# Wildcat Hollow



## CHOPIQ (Apr 6, 2004)

Anyone going to hunt Wildcat Hollow muzzleloader hunt Oct 23-28? I'll be down Fri-Sun. I've hunted down there before and a nice place to hunt.


----------



## RiverWader (Apr 1, 2006)

Dont you have to be drawn for a tag or something now for the early season down there??


----------



## doegirl (Feb 24, 2005)

Riverwader-Yes, the early season hunts now require a controlled hunt permit. I got my permit for Wildcat Hollow. I've never been down there and just trying to figure out which weapon to bring-my iron sighted sidelock or scoped encore.


----------



## RiverWader (Apr 1, 2006)

Doegirl, Wildcat hollow is a very nice place to hunt , with it being on 10 minutes from my house Ive hunted there manytimes before, though never Muzzleloader season. I have seen many big bucks taken from there , and currently my 2nd biggest buck , a 12 pt. that scored 158 and some change came from there.


----------



## RiverWader (Apr 1, 2006)

Oh yeah there is definatly places for long distance shooting , so Id prolly go with the Encore IMO.


----------



## doegirl (Feb 24, 2005)

RiverWader said:


> Oh yeah there is definatly places for long distance shooting , so Id prolly go with the Encore IMO.

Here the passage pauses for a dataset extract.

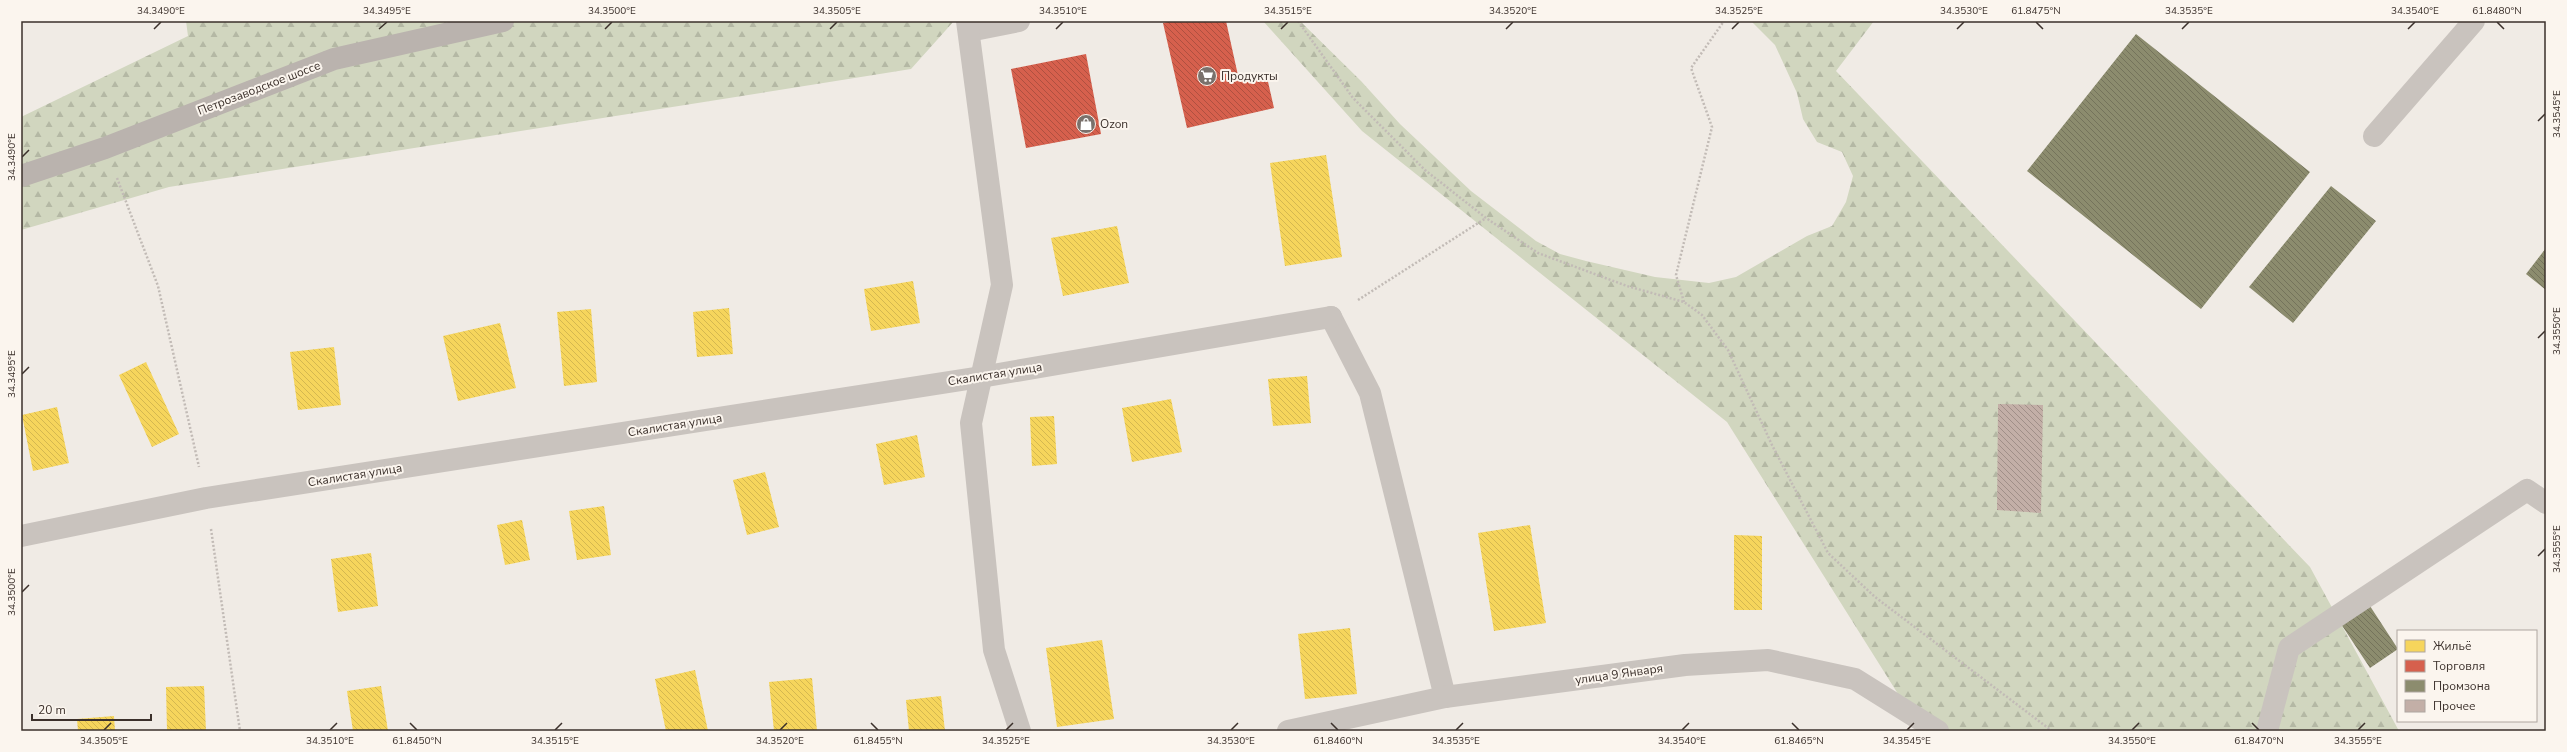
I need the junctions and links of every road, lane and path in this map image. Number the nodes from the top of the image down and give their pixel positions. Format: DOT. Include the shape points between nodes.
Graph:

Thanks, Riverwader. I have the anterless permit, which means I'll probably see some of those big boys you're talkin' about.


----------



## CHOPIQ (Apr 6, 2004)

Don't forget that hunter orange is required for these hunts.


----------



## buckeye024 (Apr 14, 2006)

I own a farm that lies within the Wildcat Hollow boundary. While there are a lot of deer, the hunting could be better. The area gets a lot of hunting pressure, both for this hunt and gun season. Being greedy, I would like to see ODNR open up the early muzzleloading season to more places or even statewide. At least drawing for permits is a step in the right direction. Prior to ODNR making this a controlled hunt, there used to be upwards of 80-100 bucks a year killed out of Wildcat Hollow during the early muzzleloading season alone. That makes it hard to consistently produce quality bucks, because they don't get to live that long.


----------



## doegirl (Feb 24, 2005)

I just got back home from Wildcat... Was going to stay Wednesday, but decided not to. It seems that 90% of the ravines at Wolf Creek are so brushy and steep that it would be physically impossible for me to get a deer out with my cart. I just didn't want to chance it.


----------



## RiverWader (Apr 1, 2006)

Any updates??


----------



## CHOPIQ (Apr 6, 2004)

I hunted all day Friday in a pouring rain. Up to 1.5". I was going to stay and hunt Saturday but there was flooding starting and i didn't want to get stuck down there. I didn't see a deer all day. I really didn't see much rut activity. I talk to a ranger and he said that out of about 1300 tags they gave out 130 buck tags. Also he said up to Friday morning only 91 deer was taken. Don't know if it was coincidnecce but I talked to 4 diiferent ourt of staters and all of them had buck tags, hope the state isn't given buck tags to out of staters just to get more money for tags.


----------